Problem requirements. In your copy, repeat the records exactly and leave out the pictures.

Data for review.
-*-*-

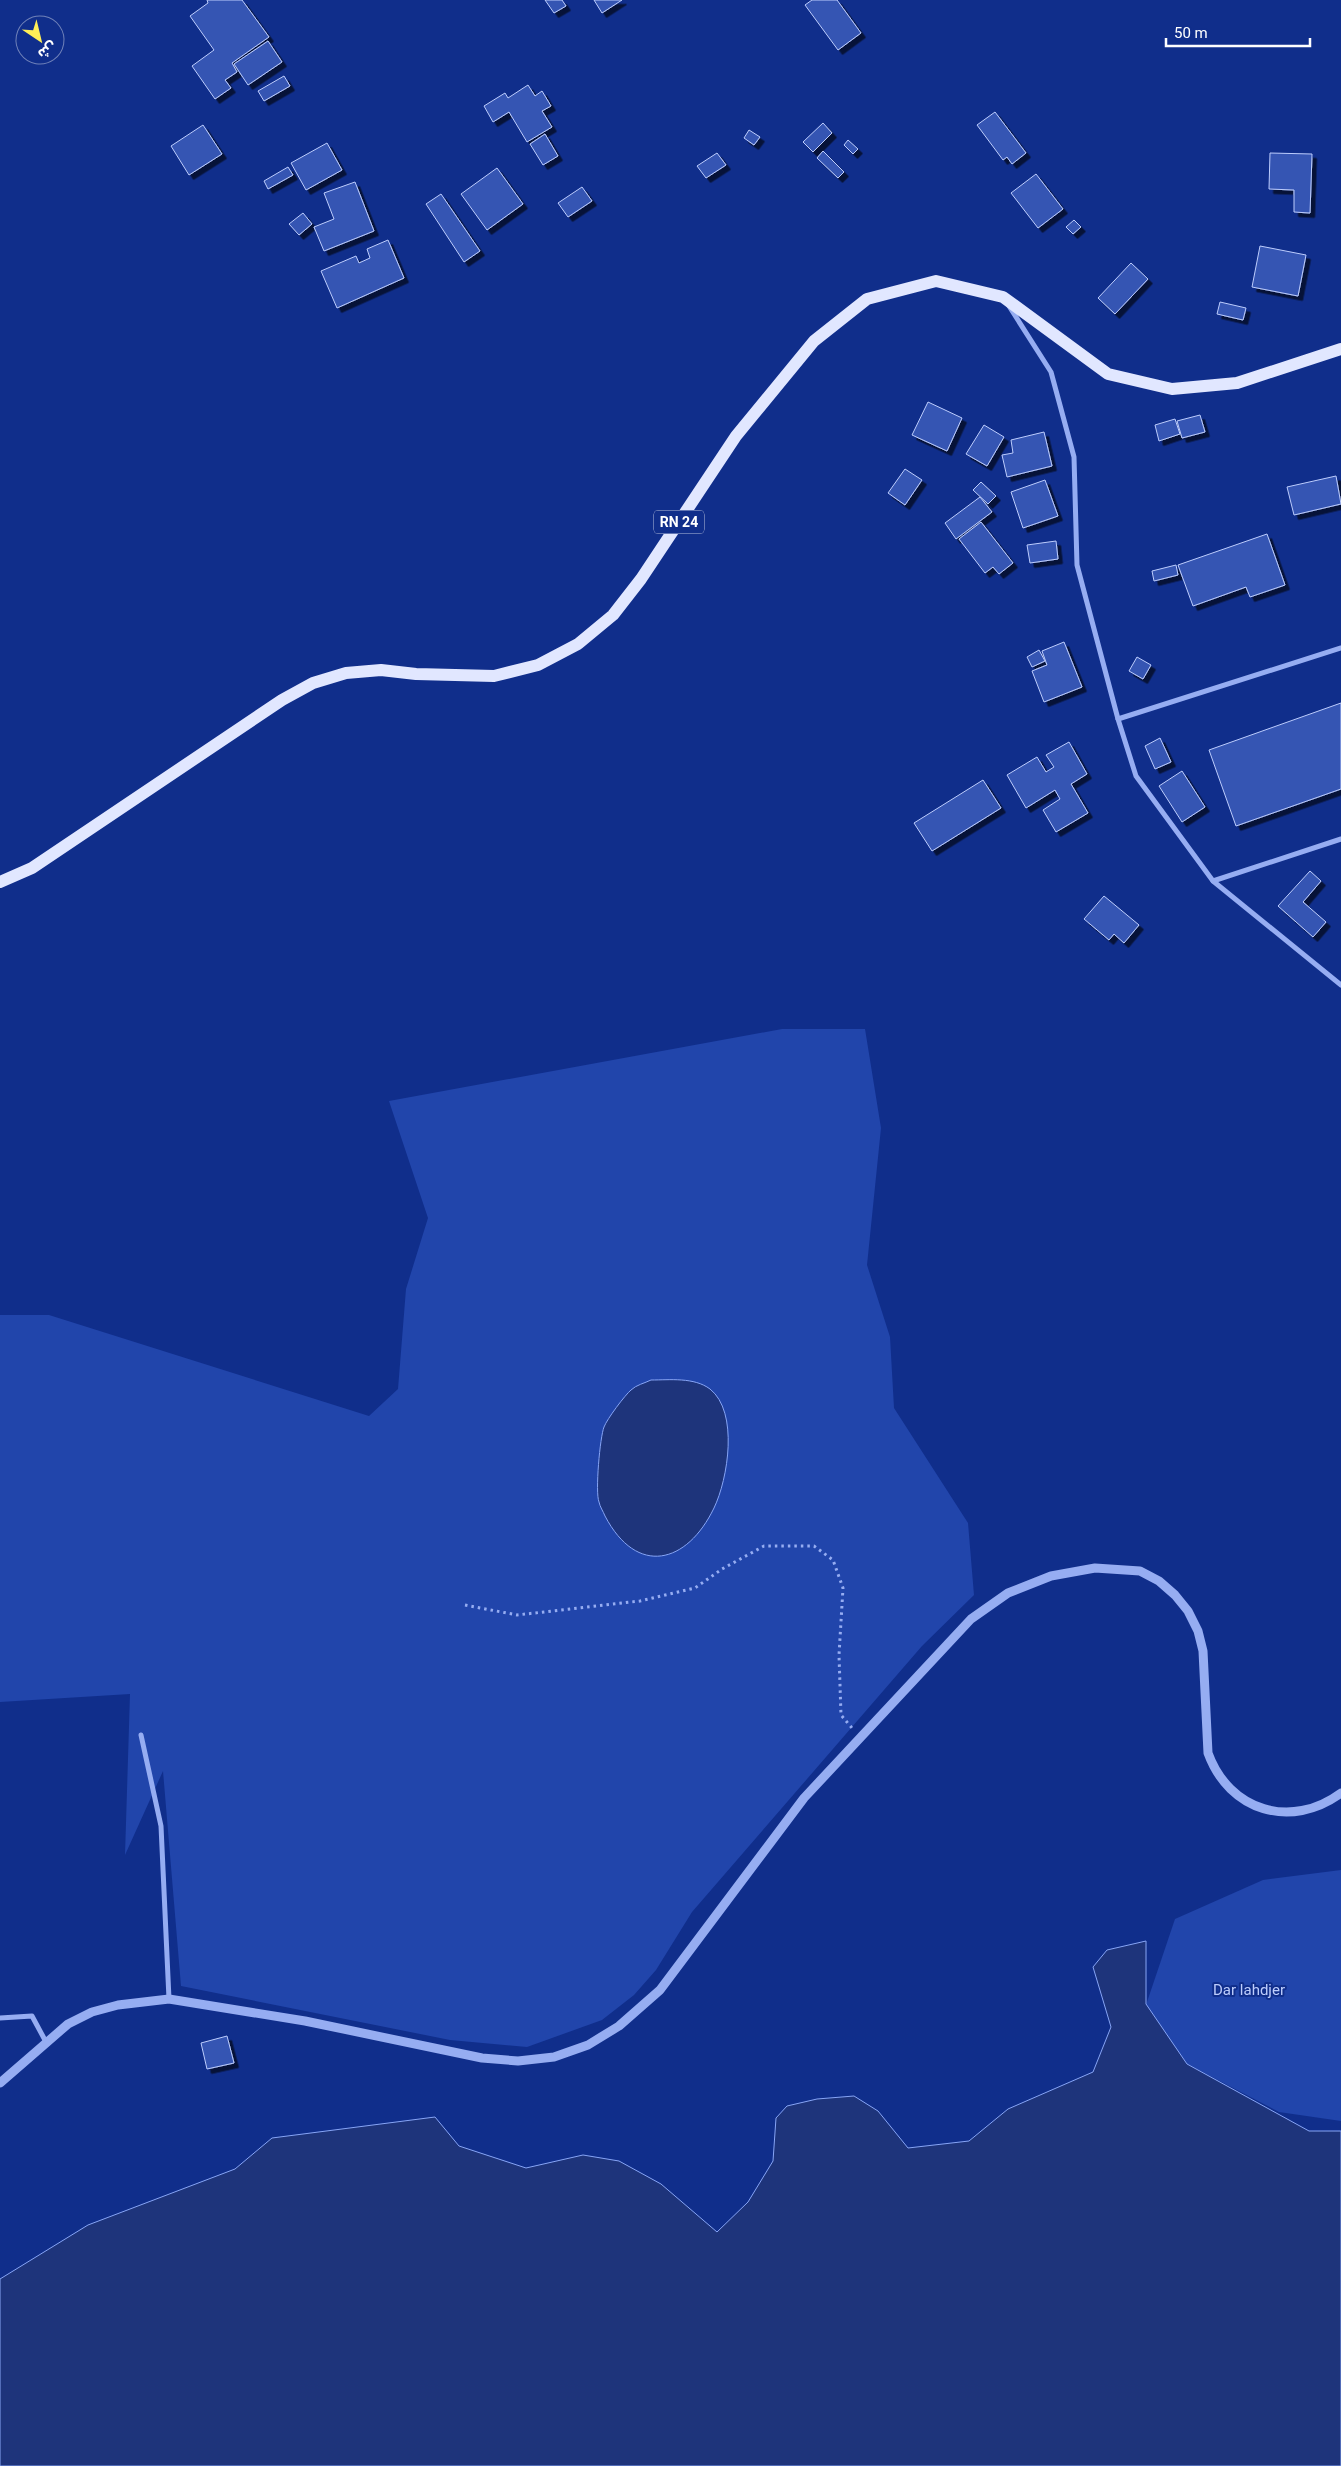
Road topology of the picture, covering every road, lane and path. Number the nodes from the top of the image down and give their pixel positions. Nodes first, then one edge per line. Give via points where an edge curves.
1 (1003, 297) junction
2 (1341, 349) edge
3 (1341, 648) edge
4 (1118, 719) junction
5 (1341, 839) edge
6 (1213, 881) junction
7 (0, 882) edge
8 (1341, 985) edge
9 (465, 1605) dead end
10 (141, 1735) dead end
11 (860, 1739) junction
12 (1341, 1793) edge
13 (169, 2000) junction
14 (0, 2018) edge
15 (46, 2042) junction
16 (0, 2083) edge

1 - 2 main road, RN 24 via 1108,374 1172,389 1237,384
1 - 4 street via 1050,372 1074,457 1077,565
1 - 7 main road, RN 24 via 936,281 867,299 814,341 736,436 613,615 578,644 538,665 494,676 381,670 346,673 313,683 32,868
3 - 4 street
4 - 6 street via 1136,776
5 - 6 street
6 - 8 street
9 - 11 path via 517,1615 640,1601 695,1588 764,1546 814,1546 833,1560 843,1588 839,1655 841,1715
10 - 13 street via 161,1826
11 - 12 street via 971,1619 1008,1594 1050,1576 1086,1570 1140,1571 1175,1595 1198,1630 1203,1651 1208,1753 1222,1781 1250,1804 1276,1811 1310,1810
11 - 13 street via 804,1798 660,1990 619,2026 588,2045 554,2057 518,2061 482,2058 304,2021
13 - 15 street via 118,2004 92,2012 68,2024
14 - 15 street via 32,2016
15 - 16 street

-*-*-

Written answer.
Road topology of the picture, covering every road, lane and path. Number the nodes from the top of the image down and give their pixel positions. Nodes first, then one edge per line. Give via points where an edge curves.
1 (1003, 297) junction
2 (1341, 349) edge
3 (1341, 648) edge
4 (1118, 719) junction
5 (1341, 839) edge
6 (1213, 881) junction
7 (0, 882) edge
8 (1341, 985) edge
9 (465, 1605) dead end
10 (141, 1735) dead end
11 (860, 1739) junction
12 (1341, 1793) edge
13 (169, 2000) junction
14 (0, 2018) edge
15 (46, 2042) junction
16 (0, 2083) edge

1 - 2 main road, RN 24 via 1108,374 1172,389 1237,384
1 - 4 street via 1050,372 1074,457 1077,565
1 - 7 main road, RN 24 via 936,281 867,299 814,341 736,436 613,615 578,644 538,665 494,676 381,670 346,673 313,683 32,868
3 - 4 street
4 - 6 street via 1136,776
5 - 6 street
6 - 8 street
9 - 11 path via 517,1615 640,1601 695,1588 764,1546 814,1546 833,1560 843,1588 839,1655 841,1715
10 - 13 street via 161,1826
11 - 12 street via 971,1619 1008,1594 1050,1576 1086,1570 1140,1571 1175,1595 1198,1630 1203,1651 1208,1753 1222,1781 1250,1804 1276,1811 1310,1810
11 - 13 street via 804,1798 660,1990 619,2026 588,2045 554,2057 518,2061 482,2058 304,2021
13 - 15 street via 118,2004 92,2012 68,2024
14 - 15 street via 32,2016
15 - 16 street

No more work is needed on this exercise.